Objective. The aim of the paper is to develop a method for calculating the contact force in the parallelogram mechanism, depending on the rotation angle of the gear unit eccentric shaft and determination of its maximum value. The maximum force value determines the maximum stresses of the mechanism parts, and, consequently, the strength of the gear unit as a whole.
Methods. In the first stage, on the basis of formulas of analytical geometry, the contact pairs of the parallelogram mechanism are classified on leading (active) and passive. In the second stage, the method of calculating the contact force in active contact pairs is given. This method is based on the principle of possible displacements in the framework of the assumption about the quasi-static operation mode of the crank-planetary reducer. When calculating the maximum stresses in contact pairs the classical formula for cylindrical surfaces can be applied.

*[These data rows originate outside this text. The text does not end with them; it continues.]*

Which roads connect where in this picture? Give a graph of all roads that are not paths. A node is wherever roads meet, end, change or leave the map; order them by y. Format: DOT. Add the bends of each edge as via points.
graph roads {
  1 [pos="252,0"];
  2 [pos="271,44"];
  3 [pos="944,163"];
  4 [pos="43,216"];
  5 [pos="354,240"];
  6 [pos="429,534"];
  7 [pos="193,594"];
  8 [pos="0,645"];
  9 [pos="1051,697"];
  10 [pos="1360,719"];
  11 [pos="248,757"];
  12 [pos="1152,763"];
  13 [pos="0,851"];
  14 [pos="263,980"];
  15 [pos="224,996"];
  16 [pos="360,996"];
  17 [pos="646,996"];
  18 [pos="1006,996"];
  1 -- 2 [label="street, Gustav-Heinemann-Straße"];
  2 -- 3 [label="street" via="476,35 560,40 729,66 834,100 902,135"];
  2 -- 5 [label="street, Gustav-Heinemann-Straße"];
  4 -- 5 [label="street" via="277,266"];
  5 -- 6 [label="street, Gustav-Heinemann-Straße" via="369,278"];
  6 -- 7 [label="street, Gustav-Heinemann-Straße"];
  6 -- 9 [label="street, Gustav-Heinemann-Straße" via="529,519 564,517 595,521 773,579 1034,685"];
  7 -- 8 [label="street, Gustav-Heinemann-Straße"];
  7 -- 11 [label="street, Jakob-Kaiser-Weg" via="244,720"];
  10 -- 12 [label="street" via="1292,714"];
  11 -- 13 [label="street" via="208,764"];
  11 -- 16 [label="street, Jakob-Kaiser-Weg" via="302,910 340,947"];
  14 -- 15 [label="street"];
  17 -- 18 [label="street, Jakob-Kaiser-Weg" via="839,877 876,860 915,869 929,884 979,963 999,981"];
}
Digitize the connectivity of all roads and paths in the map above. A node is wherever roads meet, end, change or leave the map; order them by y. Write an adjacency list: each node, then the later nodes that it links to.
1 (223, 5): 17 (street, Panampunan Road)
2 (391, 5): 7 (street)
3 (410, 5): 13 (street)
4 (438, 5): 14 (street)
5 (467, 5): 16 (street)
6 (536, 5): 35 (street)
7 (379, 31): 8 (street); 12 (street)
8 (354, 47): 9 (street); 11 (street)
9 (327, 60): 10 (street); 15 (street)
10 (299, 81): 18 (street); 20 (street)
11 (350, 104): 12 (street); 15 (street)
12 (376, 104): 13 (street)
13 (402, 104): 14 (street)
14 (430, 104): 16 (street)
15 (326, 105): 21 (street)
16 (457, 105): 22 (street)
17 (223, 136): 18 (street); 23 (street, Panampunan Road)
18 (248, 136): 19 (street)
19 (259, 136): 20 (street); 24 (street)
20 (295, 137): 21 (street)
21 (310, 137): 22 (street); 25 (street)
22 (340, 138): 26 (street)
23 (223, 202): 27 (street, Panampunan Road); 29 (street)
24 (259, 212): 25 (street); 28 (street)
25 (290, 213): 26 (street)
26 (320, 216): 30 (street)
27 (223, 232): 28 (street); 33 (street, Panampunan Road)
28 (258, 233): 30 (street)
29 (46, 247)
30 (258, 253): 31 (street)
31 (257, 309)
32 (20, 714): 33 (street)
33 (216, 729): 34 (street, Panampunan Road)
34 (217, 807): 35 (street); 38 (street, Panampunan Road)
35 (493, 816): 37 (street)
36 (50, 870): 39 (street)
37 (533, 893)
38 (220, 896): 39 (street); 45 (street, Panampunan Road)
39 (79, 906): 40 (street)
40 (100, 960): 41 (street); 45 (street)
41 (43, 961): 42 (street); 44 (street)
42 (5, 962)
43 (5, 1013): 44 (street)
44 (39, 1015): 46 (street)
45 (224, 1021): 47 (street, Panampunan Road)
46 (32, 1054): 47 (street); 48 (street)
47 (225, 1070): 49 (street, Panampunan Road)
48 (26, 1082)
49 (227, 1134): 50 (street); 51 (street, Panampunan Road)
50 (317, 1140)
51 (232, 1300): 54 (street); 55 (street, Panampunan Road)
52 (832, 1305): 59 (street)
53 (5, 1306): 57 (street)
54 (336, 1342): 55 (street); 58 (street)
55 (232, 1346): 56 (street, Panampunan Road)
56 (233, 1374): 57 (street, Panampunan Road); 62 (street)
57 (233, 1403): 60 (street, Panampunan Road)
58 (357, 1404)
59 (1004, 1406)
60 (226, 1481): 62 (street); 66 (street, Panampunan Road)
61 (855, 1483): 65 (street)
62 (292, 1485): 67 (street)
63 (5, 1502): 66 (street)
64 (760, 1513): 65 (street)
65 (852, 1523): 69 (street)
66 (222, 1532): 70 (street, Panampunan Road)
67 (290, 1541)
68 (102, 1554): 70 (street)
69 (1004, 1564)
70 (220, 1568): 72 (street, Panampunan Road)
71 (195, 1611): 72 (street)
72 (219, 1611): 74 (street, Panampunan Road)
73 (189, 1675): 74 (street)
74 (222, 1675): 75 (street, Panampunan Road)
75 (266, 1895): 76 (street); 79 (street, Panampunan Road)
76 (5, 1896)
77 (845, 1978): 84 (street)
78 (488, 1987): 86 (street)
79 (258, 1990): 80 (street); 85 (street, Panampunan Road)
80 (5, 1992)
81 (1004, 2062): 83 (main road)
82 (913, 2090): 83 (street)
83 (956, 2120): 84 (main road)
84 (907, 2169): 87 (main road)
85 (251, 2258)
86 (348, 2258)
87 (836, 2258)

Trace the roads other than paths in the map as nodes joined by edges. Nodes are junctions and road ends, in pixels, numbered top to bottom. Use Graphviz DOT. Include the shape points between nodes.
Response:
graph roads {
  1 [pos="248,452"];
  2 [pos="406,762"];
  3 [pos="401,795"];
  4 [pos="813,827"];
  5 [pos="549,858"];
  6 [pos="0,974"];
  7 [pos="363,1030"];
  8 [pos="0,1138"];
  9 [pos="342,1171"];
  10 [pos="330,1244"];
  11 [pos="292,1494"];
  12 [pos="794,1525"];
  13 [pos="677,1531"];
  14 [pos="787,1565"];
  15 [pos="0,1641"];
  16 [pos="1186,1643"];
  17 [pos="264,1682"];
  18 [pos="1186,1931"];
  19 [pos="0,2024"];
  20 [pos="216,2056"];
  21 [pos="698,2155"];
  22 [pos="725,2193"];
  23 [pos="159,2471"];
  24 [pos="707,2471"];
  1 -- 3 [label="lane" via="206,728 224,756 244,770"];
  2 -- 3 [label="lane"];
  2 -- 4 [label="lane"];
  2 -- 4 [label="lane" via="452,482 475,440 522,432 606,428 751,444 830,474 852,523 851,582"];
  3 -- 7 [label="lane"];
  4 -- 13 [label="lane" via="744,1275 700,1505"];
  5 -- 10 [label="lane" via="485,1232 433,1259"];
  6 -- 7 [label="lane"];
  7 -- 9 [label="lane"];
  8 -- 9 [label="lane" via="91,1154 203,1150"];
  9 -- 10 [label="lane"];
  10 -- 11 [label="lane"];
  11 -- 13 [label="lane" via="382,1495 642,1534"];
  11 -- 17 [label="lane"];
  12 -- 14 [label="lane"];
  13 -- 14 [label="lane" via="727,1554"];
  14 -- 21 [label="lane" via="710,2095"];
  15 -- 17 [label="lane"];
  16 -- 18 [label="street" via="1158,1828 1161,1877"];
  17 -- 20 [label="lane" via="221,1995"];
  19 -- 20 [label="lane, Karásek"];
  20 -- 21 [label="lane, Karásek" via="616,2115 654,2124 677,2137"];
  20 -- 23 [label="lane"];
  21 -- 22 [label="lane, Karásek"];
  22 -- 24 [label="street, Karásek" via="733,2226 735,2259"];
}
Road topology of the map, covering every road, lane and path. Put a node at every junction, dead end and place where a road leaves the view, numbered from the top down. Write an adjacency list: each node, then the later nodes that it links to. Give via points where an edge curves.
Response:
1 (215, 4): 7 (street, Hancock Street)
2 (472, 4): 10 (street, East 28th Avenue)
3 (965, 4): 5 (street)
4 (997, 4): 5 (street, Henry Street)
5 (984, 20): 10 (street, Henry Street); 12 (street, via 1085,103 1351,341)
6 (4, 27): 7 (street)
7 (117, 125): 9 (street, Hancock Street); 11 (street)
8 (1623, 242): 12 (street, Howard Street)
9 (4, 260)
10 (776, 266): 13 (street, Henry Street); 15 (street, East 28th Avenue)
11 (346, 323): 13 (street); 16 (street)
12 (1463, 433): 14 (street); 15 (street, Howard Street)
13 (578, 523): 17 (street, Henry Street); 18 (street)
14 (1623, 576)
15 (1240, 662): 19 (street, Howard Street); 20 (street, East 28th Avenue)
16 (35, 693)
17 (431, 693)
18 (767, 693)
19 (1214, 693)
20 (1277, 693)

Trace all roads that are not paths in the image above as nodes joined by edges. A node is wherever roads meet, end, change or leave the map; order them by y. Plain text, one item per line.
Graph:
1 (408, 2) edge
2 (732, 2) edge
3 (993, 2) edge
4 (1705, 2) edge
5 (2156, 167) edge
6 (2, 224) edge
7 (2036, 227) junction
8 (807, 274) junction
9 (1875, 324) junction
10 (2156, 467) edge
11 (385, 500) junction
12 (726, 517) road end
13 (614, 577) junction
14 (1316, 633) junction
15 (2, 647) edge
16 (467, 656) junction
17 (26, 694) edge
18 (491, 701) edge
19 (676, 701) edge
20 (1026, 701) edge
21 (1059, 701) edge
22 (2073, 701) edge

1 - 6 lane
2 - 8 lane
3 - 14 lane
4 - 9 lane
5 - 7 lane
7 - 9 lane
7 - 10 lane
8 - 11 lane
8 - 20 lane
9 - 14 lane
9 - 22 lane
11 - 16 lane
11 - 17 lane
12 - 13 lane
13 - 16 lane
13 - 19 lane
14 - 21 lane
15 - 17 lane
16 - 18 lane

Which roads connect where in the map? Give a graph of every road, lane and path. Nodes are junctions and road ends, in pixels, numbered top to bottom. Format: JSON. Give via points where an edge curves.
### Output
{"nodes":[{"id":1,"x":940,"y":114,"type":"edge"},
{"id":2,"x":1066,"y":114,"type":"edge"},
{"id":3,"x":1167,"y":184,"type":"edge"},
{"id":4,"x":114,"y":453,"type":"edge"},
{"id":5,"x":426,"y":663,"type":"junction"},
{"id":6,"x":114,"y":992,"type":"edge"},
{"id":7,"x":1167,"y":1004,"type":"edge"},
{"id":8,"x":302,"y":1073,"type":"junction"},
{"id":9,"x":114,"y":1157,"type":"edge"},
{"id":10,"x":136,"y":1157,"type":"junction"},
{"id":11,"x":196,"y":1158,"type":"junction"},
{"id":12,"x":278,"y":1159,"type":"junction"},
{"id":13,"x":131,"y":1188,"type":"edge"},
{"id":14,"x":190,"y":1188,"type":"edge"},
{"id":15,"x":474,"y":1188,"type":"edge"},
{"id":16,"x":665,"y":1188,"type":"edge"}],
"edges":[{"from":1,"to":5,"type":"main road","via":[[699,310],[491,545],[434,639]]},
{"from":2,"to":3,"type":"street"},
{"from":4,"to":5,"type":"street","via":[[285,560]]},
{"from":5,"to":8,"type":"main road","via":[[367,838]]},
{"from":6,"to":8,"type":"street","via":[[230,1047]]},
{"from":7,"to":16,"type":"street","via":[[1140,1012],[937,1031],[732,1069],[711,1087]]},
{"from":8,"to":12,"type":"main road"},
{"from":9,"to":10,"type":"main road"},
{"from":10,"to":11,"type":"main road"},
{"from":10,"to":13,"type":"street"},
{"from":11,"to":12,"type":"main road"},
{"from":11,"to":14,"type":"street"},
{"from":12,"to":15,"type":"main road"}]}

Results. A formula is derived that allows you to set the numbers of leading contact pairs at a given position of the crank-planetary reducer's eccentric shaft. The resulting graph of the contact force in each contact pair is obtained. The formula for determining the approximate maximum value of the contact force in contact pairs is presented, which is valid for reducers with the number of such pairs from 3 to 10.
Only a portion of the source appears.